Ocağın kor haline gelmiş ateşine sürülen benzer görünümdeki tepsilerin karışmaması için, fırın ustası tarafından tepsinin içindeki hamurun bir köşesine üzerinde numara bulunan bir etiket yapıştırılır, etiketin bir örneği de tepsiyi getirene verilirdi.

O zamanlar evlerde fırın, buzdolabı gibi, şimdilerin olmazsa olmaz teknoloji harikaları yoktu.

Börek, çörek gibi evde hazırlanan hamur işleri, küçük bir ücret karşılığında mahallenin fırında pişirtilirdi.

Üzerleri hafif pembeleşince fırından çıkarılıp geniş tezgahın üzerine dizilen tepsilerden yayılan börek kokuları etrafı sarardı…

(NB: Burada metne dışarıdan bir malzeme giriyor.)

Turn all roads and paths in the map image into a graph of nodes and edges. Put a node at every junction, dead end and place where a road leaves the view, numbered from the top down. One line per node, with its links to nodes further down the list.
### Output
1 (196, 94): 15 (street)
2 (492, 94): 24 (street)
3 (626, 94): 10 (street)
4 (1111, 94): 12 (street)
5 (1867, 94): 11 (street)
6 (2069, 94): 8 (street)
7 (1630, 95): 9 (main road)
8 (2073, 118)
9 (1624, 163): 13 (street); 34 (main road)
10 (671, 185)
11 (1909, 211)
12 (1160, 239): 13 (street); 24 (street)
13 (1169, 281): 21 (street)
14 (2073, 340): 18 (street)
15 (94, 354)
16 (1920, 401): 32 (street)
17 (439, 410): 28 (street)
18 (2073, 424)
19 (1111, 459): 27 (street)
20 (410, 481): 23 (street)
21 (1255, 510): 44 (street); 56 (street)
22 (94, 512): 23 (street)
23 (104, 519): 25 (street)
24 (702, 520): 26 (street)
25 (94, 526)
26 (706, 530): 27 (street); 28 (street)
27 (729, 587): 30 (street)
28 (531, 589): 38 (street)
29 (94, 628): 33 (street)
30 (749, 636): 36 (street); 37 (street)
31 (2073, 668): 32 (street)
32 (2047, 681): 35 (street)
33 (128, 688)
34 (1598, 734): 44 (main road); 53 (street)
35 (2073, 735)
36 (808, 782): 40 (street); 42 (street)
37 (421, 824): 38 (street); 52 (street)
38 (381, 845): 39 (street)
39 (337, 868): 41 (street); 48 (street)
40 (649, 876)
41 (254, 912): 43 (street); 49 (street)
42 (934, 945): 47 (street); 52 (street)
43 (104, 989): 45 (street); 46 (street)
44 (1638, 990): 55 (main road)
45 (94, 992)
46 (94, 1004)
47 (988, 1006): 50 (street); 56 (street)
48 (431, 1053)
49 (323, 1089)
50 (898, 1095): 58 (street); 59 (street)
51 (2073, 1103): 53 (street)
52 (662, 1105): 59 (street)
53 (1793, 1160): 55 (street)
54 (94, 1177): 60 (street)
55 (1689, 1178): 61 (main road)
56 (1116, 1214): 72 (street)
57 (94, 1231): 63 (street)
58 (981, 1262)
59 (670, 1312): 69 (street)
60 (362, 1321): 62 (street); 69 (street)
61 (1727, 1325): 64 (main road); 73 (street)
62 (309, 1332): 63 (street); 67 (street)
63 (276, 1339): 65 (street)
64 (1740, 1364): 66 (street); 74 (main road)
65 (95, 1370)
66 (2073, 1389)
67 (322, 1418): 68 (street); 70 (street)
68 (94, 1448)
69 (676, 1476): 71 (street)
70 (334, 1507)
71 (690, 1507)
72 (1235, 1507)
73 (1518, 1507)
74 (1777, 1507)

Şimdi bu börek nostaljisi de nereden çıktı diyenler olacaktır.

Hemen söyleyeyim…

Her semtte boy gösteren süper marketlerden

Hazır gıda reyonlarını bir turlamaya görün.

Un kurabiyeleri, çeşit çeşit çörekler, pişirilmeye hazır börekler…

Ispanaklı, peynirli, kıymalı…

Hangisinden istersen.

Ya tepside olanı…

Hani şu evlerde hazırlanıp da, mahalle fırınlarında pişirilen…

Dört bir yana salınan kokusuyla ağız sulandıran.

O mu?

O yok işte.

Haydi bakalım.

Gel de arama şimdi…

Gel de nostalji yapma…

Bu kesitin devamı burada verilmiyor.